ITS emphasizes success of online class efforts

Midterm week is coming up, and as usual, those students who dare to cross the threshold into their residential hall lobbies during the weeks surrounding midterms will be treated to the same sight: groups of four, or five, or thirteen students with their laptops and notebooks open, all congregating around the same television or whiteboard, trying to work out similar problems.

It’s not an unfamiliar sight. Study groups like these are always forming and reforming, spontaneously springing throughout the semester between students who take the same classes. Working with other students to try and learn similar material is a part of attending university. But until now, no one’s ever really thought about important this type of communication is to learning. Massive Open Online Courses are bringing this debate into the light. They ask a question: does online communication work to enable learning, or does it not?

Thinking about the usual ways in which we learn is important when talking about massive open online courses, because they’ve influenced the development and production of the material students registered for these courses see online.

Online courses begin with an idea. At Case Western Reserve University, they often begin with a faculty member who wants to reach beyond the CWRU community to introduce new material and new concepts to non-CWRU students. The faculty member in question pitches their class. They get a team together, within their department, to start writing a syllabus. They collaborate with Information Technology Services (ITS) to figure out the content and online structure of the class, troubleshoot, and eventually build the course in the Coursera platform. They have regular meetings to discuss the project and figure out the next steps. They work together.

CWRU already has some universally accessible online tools for learning in place. For example, every student enrolled in a large lecture class will have heard of MediaVision, a system that enables the filming and online distribution of lectures to students and is widely regarded as the best way to retroactively justify skipping class. With MediaVision, however, students who attend the university can access their course lectures at any time, watching or re-watching a professor’s explanation of a particular concept, studying it on their own time and in their own way.

So, some of the systems that enable the creation of online courses are already in place. ITS just helps professors take advantage of them. But how comparable are these online communities to a university? Are the students who are taking these courses talking to each other, engaging with each other the same way they can engage with the professor, or the online material. Or are they just staring at a screen?

If there’s anything that can be said with certainty about current online courses Case Western Reserve University is providing, it’s that they reach people outside of the university. Regardless of completion rates, developers of these online courses remain optimistic simply because of the number of and geographical diversity of the students enrolling.
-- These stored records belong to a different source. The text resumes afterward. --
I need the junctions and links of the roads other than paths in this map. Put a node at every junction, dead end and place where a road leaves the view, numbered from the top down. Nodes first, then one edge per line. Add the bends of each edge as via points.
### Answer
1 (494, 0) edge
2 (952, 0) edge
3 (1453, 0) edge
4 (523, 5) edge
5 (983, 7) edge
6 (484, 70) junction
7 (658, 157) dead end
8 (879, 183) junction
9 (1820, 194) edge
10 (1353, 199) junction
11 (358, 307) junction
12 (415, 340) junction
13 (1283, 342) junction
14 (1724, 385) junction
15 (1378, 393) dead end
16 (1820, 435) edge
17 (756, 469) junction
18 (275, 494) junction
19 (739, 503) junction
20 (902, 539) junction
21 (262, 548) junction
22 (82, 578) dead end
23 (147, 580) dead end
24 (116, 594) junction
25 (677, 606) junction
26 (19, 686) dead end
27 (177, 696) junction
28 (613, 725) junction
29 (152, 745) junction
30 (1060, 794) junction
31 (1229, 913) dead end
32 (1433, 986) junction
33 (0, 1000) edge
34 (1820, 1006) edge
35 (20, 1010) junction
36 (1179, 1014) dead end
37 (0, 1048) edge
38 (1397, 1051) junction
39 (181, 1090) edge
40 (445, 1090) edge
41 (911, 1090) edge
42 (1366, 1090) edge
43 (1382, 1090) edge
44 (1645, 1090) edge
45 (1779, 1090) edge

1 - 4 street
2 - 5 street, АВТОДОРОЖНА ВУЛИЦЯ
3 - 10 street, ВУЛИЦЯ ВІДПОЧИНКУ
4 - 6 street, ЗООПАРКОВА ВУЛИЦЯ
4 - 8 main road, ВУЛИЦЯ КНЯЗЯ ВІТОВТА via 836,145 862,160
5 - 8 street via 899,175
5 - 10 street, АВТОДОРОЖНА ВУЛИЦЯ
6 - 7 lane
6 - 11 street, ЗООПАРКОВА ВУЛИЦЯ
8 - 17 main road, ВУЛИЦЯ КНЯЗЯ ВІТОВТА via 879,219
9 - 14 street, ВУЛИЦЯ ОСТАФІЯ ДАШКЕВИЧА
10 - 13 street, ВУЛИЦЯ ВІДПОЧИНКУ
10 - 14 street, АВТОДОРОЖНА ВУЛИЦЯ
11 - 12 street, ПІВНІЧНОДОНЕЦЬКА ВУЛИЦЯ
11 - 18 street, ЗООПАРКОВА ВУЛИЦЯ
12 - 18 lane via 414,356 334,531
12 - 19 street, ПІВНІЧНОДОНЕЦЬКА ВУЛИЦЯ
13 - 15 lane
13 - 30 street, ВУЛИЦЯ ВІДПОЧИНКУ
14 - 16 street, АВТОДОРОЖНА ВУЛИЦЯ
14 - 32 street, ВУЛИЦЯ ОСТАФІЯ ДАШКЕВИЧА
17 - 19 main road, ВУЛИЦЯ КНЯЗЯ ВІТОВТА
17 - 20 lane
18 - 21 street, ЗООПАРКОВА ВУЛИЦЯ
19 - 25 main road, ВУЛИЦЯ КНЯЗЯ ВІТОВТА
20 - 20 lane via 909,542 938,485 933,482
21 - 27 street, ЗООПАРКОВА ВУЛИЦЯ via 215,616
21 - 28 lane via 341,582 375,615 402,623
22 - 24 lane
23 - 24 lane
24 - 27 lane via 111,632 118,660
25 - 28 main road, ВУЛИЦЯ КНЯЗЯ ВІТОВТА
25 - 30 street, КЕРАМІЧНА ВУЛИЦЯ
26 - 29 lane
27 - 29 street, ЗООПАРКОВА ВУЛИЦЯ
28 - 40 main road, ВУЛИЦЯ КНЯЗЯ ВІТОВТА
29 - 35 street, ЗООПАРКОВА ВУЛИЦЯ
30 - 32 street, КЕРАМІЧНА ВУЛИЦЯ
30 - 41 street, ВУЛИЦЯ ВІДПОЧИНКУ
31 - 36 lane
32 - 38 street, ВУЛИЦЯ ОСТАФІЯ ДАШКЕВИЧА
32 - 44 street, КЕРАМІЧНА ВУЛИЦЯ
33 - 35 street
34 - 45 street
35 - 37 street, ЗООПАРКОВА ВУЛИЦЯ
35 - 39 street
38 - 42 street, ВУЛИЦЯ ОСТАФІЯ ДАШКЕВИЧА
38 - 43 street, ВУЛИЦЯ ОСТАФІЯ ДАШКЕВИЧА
According to a statement from Gina Tabasso, ITS’ Technology Communications and Education Leader “The global impact of MOOCs has provided for an incredible global footprint. Outcome measurements from Richard Boyatzis’ “Inspiring Leadership through Emotional Intelligence” have shown that, as of June 26 2013, active enrollees were from 188 countries, 25 percent of which were from The United States. In addition, on the second run of the course, as of Jan. 22, 2014, active students are from 197 countries.”

Responses from students seem to be positive as well. In a review of Dr. Boyatizis’ “Inspiring Leadership Through Emotional Intelligence,” Maria Clara Severo of Argentina wrote that “many of the students who took the course just loved Dr. Boyatzis’ way of explaining and teaching.”

Brett Walker of Australia wrote that he “found the course to enlightening and engaging to the point that it almost became my highest priority. It introduced me to concepts that I had not previously encountered in a way that really got me involved. [Boyatizis] was a great lecturer through what must be a very difficult channel for lecturer.

It seems that even through a computer screen, professors are able to reach out to and engage with their students to some degree. Though the completion rates for individual online courses remain low, members of ITS say that low completion rates aren’t the thing to focus on.

“Many students who start taking MOOCs are only there to learn the content,” read the statement from Tabasso, “not necessarily complete assignments to earn the certificate; therefore, learner intent needs to be taken into consideration before judging the success of a MOOC.”

So…are these programs successful? For those that hope that online courses might eventually replace in-class learning, probably not. But the students who take these online courses seem to be judging success in another way. It’s clear that even if they don’t end up completing the course, they get something of it. They feed an academic hunger that CWRU tries to encourage in all it’s students. They can bring expertise from Cleveland to cities on the other side of the world.

“MOOCs won’t replace traditional classes,” read the statement from Tabasso, “but they do present an opportunity to directly and indirectly increase the university’s enrollment, which results in increased revenue.”

The latter isn’t really important to students, though these online courses do get Case Western Reserve University’s name out there. The first part is what’s important. When judging the succes of MOOCs, ITS argues, we have to understand that they’re not going to replace traditional classes. But they are important in other ways.